Revisiting dissipative heating in tropical cyclone maximum potential intensity

Abstract

In this study, we re‐examine the hypothesis of the dissipative heating in the tropical cyclone (TC) maximum potential intensity (MPI) proposed by Bister and Emanuel in 1998. By analysing an integral energy equation for an atmospheric domain that encloses all the TC Carnot legs, it is shown that the dissipative heating within the boundary layer is inherently contained in the energy budget so that there is no need to treat it separately. Due to the well‐mixed assumption, the net impact of the dissipative heating turns out to be negligible, resulting in the same MPI estimation as in Emanuel's 1986 article.

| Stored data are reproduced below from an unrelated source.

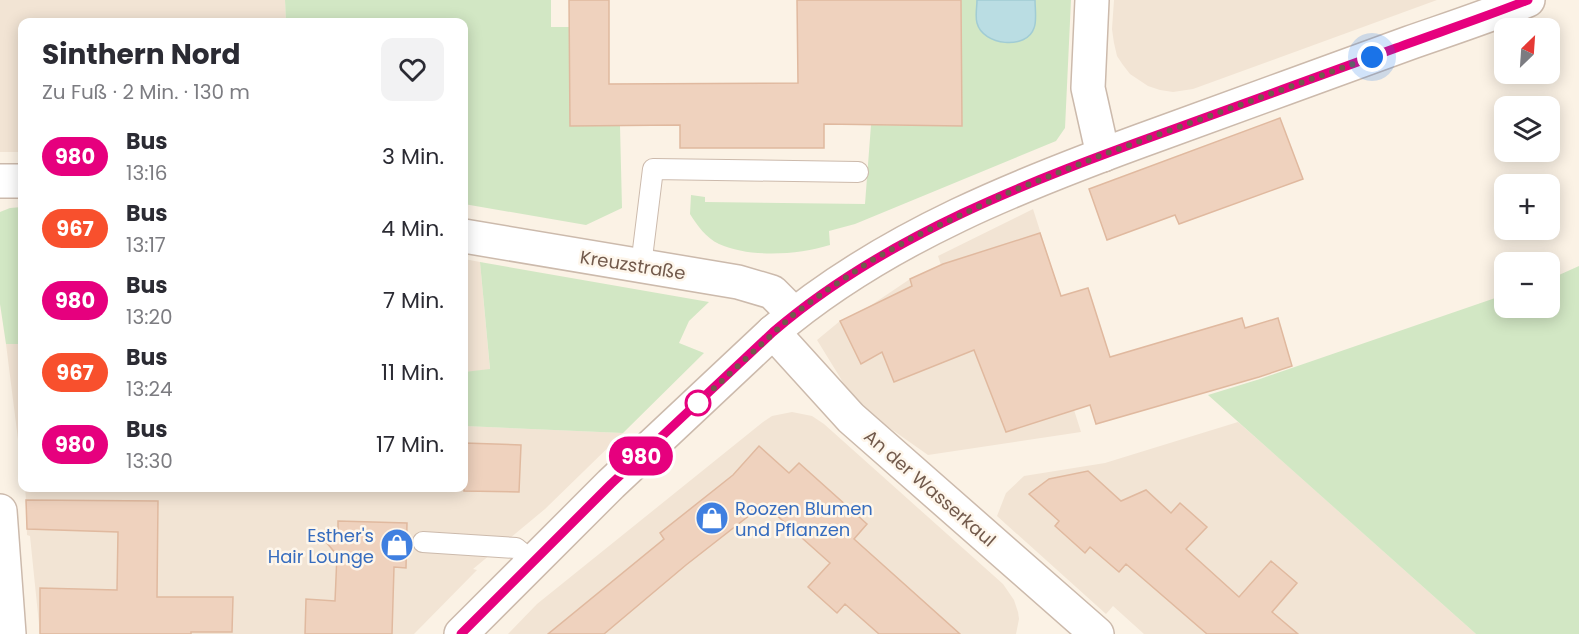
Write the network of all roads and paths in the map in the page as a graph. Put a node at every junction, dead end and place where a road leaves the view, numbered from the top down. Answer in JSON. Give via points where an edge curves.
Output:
{"nodes":[{"id":1,"x":1092,"y":0,"type":"edge"},
{"id":2,"x":1528,"y":0,"type":"edge"},
{"id":3,"x":1102,"y":155,"type":"junction"},
{"id":4,"x":858,"y":172,"type":"dead end"},
{"id":5,"x":0,"y":180,"type":"edge"},
{"id":6,"x":18,"y":181,"type":"edge"},
{"id":7,"x":468,"y":237,"type":"edge"},
{"id":8,"x":641,"y":266,"type":"junction"},
{"id":9,"x":783,"y":323,"type":"junction"},
{"id":10,"x":0,"y":511,"type":"edge"},
{"id":11,"x":423,"y":542,"type":"dead end"},
{"id":12,"x":532,"y":562,"type":"junction"},
{"id":13,"x":1082,"y":630,"type":"edge"},
{"id":14,"x":9,"y":634,"type":"edge"},
{"id":15,"x":461,"y":634,"type":"edge"}],
"edges":[{"from":1,"to":3,"type":"street","via":[[1088,87]]},
{"from":2,"to":3,"type":"street"},
{"from":3,"to":9,"type":"street","via":[[1005,194],[912,238],[869,262]]},
{"from":4,"to":8,"type":"lane","via":[[653,169]]},
{"from":5,"to":6,"type":"street"},
{"from":7,"to":8,"type":"street","name":"Kreuzstraße"},
{"from":8,"to":9,"type":"street","name":"Kreuzstraße","via":[[738,282],[772,292]]},
{"from":9,"to":12,"type":"street"},
{"from":9,"to":13,"type":"street","name":"An der Wasserkaul","via":[[851,418]]},
{"from":10,"to":14,"type":"street"},
{"from":11,"to":12,"type":"lane","via":[[516,548]]},
{"from":12,"to":15,"type":"street"}]}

Within the atmospheric surface layer, the dissipative heating comes at the expense of reduced internal kinetic energy in the boundary layer, which is not seen in Bister and Emanuel's formulation due to their assumption of constant wind speed within the atmospheric surface layer. Analysis of the energy distribution within the atmospheric surface layer shows that about 10–30% of the frictional work could be transferred to the ocean surface waves and oceanic well‐mixed layer, and the assumption that all frictional work is converted to the dissipative heating therefore needs to be revisited. Given further uncertainties in how the dissipative heating is distributed within the surface layer and how the atmospheric surface layer exchanges heat with the ambient environment, we recommend use of the original MPI formula obtained by Emanuel (1986) in which the impact of the dissipative heating within the surface layer can be effectively included in the bulk enthalpy flux parametrization instead of considering dissipative heating as an independent heat source as proposed by Bister and Emanuel.